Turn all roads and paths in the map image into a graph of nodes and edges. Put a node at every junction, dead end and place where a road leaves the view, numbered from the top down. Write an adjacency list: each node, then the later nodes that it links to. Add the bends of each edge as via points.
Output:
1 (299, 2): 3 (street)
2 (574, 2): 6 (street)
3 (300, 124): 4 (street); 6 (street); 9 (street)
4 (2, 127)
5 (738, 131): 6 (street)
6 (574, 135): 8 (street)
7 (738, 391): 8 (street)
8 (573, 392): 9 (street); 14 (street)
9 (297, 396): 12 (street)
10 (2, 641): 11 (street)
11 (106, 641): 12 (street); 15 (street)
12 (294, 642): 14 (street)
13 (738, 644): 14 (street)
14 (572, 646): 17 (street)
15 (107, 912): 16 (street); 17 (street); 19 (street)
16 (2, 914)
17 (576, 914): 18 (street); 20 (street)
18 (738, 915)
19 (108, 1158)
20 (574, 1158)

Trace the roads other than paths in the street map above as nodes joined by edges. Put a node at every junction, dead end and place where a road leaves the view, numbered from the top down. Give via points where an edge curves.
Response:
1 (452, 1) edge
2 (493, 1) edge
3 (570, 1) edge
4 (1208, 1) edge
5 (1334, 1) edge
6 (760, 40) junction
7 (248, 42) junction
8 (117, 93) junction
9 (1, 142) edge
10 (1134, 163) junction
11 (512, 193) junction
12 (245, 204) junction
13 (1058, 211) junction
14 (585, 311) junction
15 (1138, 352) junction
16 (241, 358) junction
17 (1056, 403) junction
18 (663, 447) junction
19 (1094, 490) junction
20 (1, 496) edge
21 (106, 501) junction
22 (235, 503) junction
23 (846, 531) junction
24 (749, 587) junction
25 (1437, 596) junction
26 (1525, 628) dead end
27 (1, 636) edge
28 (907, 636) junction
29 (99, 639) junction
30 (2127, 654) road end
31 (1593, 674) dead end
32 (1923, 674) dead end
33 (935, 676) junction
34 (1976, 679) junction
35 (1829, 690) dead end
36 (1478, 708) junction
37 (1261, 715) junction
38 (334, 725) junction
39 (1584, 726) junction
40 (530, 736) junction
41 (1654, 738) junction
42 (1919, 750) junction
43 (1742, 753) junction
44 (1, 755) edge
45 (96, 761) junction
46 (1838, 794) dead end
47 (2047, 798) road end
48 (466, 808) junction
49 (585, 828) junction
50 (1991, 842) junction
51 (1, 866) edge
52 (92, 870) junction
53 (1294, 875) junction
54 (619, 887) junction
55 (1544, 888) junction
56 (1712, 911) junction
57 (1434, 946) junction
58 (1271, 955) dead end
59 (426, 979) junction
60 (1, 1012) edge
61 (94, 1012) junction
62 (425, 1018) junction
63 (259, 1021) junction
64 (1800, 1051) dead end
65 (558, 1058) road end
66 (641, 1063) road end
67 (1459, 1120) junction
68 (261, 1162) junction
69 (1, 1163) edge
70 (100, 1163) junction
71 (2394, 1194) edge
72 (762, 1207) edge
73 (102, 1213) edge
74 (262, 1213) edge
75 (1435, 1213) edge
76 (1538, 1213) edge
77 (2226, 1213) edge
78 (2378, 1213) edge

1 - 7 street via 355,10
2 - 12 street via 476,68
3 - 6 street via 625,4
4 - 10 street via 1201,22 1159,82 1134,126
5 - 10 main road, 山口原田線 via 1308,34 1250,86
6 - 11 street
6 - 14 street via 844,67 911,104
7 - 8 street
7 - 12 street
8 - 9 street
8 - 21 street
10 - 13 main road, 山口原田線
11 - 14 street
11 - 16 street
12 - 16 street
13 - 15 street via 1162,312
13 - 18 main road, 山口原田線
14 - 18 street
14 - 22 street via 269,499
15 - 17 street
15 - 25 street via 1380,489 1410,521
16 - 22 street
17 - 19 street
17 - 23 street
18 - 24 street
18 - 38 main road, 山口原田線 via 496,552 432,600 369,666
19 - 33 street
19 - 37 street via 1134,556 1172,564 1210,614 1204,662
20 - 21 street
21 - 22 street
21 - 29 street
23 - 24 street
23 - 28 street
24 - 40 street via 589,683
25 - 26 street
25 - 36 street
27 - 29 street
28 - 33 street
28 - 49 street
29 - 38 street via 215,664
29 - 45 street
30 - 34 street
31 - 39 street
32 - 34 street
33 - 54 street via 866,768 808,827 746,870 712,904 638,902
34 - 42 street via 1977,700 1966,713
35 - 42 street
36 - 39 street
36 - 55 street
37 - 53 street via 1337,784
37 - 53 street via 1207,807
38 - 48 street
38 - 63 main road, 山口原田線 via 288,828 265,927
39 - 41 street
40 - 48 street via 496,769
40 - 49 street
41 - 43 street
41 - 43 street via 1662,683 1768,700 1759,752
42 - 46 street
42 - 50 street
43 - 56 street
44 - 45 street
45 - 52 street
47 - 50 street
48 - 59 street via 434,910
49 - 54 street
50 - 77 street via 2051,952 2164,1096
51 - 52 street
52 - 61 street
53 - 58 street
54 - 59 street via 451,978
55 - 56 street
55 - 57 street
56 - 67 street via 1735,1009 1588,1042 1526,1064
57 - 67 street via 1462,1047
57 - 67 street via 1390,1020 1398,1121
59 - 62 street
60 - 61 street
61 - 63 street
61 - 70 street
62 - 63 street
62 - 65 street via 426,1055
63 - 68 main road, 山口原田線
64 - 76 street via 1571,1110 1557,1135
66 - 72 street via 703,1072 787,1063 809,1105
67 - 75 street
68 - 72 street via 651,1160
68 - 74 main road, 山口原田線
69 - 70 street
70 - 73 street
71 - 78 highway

■ **WHAT TO DO**
Write out every entry again, exactly as it appears.

■ **ANSWER TO THIS EXERCISE**
Turn all roads and paths in the map image into a graph of nodes and edges. Put a node at every junction, dead end and place where a road leaves the view, numbered from the top down. Write an adjacency list: each node, then the later nodes that it links to. Add the bends of each edge as via points.
Output:
1 (299, 2): 3 (street)
2 (574, 2): 6 (street)
3 (300, 124): 4 (street); 6 (street); 9 (street)
4 (2, 127)
5 (738, 131): 6 (street)
6 (574, 135): 8 (street)
7 (738, 391): 8 (street)
8 (573, 392): 9 (street); 14 (street)
9 (297, 396): 12 (street)
10 (2, 641): 11 (street)
11 (106, 641): 12 (street); 15 (street)
12 (294, 642): 14 (street)
13 (738, 644): 14 (street)
14 (572, 646): 17 (street)
15 (107, 912): 16 (street); 17 (street); 19 (street)
16 (2, 914)
17 (576, 914): 18 (street); 20 (street)
18 (738, 915)
19 (108, 1158)
20 (574, 1158)

Trace the roads other than paths in the street map above as nodes joined by edges. Put a node at every junction, dead end and place where a road leaves the view, numbered from the top down. Give via points where an edge curves.
Response:
1 (452, 1) edge
2 (493, 1) edge
3 (570, 1) edge
4 (1208, 1) edge
5 (1334, 1) edge
6 (760, 40) junction
7 (248, 42) junction
8 (117, 93) junction
9 (1, 142) edge
10 (1134, 163) junction
11 (512, 193) junction
12 (245, 204) junction
13 (1058, 211) junction
14 (585, 311) junction
15 (1138, 352) junction
16 (241, 358) junction
17 (1056, 403) junction
18 (663, 447) junction
19 (1094, 490) junction
20 (1, 496) edge
21 (106, 501) junction
22 (235, 503) junction
23 (846, 531) junction
24 (749, 587) junction
25 (1437, 596) junction
26 (1525, 628) dead end
27 (1, 636) edge
28 (907, 636) junction
29 (99, 639) junction
30 (2127, 654) road end
31 (1593, 674) dead end
32 (1923, 674) dead end
33 (935, 676) junction
34 (1976, 679) junction
35 (1829, 690) dead end
36 (1478, 708) junction
37 (1261, 715) junction
38 (334, 725) junction
39 (1584, 726) junction
40 (530, 736) junction
41 (1654, 738) junction
42 (1919, 750) junction
43 (1742, 753) junction
44 (1, 755) edge
45 (96, 761) junction
46 (1838, 794) dead end
47 (2047, 798) road end
48 (466, 808) junction
49 (585, 828) junction
50 (1991, 842) junction
51 (1, 866) edge
52 (92, 870) junction
53 (1294, 875) junction
54 (619, 887) junction
55 (1544, 888) junction
56 (1712, 911) junction
57 (1434, 946) junction
58 (1271, 955) dead end
59 (426, 979) junction
60 (1, 1012) edge
61 (94, 1012) junction
62 (425, 1018) junction
63 (259, 1021) junction
64 (1800, 1051) dead end
65 (558, 1058) road end
66 (641, 1063) road end
67 (1459, 1120) junction
68 (261, 1162) junction
69 (1, 1163) edge
70 (100, 1163) junction
71 (2394, 1194) edge
72 (762, 1207) edge
73 (102, 1213) edge
74 (262, 1213) edge
75 (1435, 1213) edge
76 (1538, 1213) edge
77 (2226, 1213) edge
78 (2378, 1213) edge

1 - 7 street via 355,10
2 - 12 street via 476,68
3 - 6 street via 625,4
4 - 10 street via 1201,22 1159,82 1134,126
5 - 10 main road, 山口原田線 via 1308,34 1250,86
6 - 11 street
6 - 14 street via 844,67 911,104
7 - 8 street
7 - 12 street
8 - 9 street
8 - 21 street
10 - 13 main road, 山口原田線
11 - 14 street
11 - 16 street
12 - 16 street
13 - 15 street via 1162,312
13 - 18 main road, 山口原田線
14 - 18 street
14 - 22 street via 269,499
15 - 17 street
15 - 25 street via 1380,489 1410,521
16 - 22 street
17 - 19 street
17 - 23 street
18 - 24 street
18 - 38 main road, 山口原田線 via 496,552 432,600 369,666
19 - 33 street
19 - 37 street via 1134,556 1172,564 1210,614 1204,662
20 - 21 street
21 - 22 street
21 - 29 street
23 - 24 street
23 - 28 street
24 - 40 street via 589,683
25 - 26 street
25 - 36 street
27 - 29 street
28 - 33 street
28 - 49 street
29 - 38 street via 215,664
29 - 45 street
30 - 34 street
31 - 39 street
32 - 34 street
33 - 54 street via 866,768 808,827 746,870 712,904 638,902
34 - 42 street via 1977,700 1966,713
35 - 42 street
36 - 39 street
36 - 55 street
37 - 53 street via 1337,784
37 - 53 street via 1207,807
38 - 48 street
38 - 63 main road, 山口原田線 via 288,828 265,927
39 - 41 street
40 - 48 street via 496,769
40 - 49 street
41 - 43 street
41 - 43 street via 1662,683 1768,700 1759,752
42 - 46 street
42 - 50 street
43 - 56 street
44 - 45 street
45 - 52 street
47 - 50 street
48 - 59 street via 434,910
49 - 54 street
50 - 77 street via 2051,952 2164,1096
51 - 52 street
52 - 61 street
53 - 58 street
54 - 59 street via 451,978
55 - 56 street
55 - 57 street
56 - 67 street via 1735,1009 1588,1042 1526,1064
57 - 67 street via 1462,1047
57 - 67 street via 1390,1020 1398,1121
59 - 62 street
60 - 61 street
61 - 63 street
61 - 70 street
62 - 63 street
62 - 65 street via 426,1055
63 - 68 main road, 山口原田線
64 - 76 street via 1571,1110 1557,1135
66 - 72 street via 703,1072 787,1063 809,1105
67 - 75 street
68 - 72 street via 651,1160
68 - 74 main road, 山口原田線
69 - 70 street
70 - 73 street
71 - 78 highway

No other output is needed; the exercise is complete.